---------- AVAILABLE DATA

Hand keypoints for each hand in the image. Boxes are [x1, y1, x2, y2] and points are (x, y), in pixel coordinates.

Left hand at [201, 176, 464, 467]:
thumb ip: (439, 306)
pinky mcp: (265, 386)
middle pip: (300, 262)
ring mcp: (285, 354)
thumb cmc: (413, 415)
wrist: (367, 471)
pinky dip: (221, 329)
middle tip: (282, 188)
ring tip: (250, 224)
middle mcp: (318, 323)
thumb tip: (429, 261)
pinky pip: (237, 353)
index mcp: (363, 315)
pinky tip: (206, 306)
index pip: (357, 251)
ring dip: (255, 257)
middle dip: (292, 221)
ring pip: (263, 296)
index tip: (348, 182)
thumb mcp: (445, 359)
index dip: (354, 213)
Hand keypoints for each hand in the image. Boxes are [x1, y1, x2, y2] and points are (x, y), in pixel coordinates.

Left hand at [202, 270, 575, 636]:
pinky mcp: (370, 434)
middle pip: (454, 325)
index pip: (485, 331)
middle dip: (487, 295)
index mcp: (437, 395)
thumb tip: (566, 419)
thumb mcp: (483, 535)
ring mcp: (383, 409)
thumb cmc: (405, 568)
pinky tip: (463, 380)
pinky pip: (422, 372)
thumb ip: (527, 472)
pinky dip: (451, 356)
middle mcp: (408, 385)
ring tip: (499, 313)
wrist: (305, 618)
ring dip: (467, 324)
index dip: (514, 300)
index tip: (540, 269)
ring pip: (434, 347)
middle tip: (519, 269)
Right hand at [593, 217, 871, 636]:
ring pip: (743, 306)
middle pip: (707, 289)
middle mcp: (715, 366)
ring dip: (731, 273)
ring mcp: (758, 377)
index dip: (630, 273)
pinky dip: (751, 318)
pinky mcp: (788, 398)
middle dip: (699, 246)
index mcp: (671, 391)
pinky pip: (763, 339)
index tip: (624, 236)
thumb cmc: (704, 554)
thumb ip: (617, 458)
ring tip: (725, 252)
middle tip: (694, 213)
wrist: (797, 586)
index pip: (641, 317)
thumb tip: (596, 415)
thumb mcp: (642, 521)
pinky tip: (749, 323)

--------------------

> _WHAT YOU NEED TO DO_:
The output should be exactly the lines from the one containing "ring tip: (725, 252)" to the final line of the listing above, inclusive.

> _EXERCISE SOLUTION_:
ring tip: (725, 252)
middle tip: (694, 213)
wrist: (797, 586)
index pip: (641, 317)
thumb tip: (596, 415)
thumb mcp: (642, 521)
pinky tip: (749, 323)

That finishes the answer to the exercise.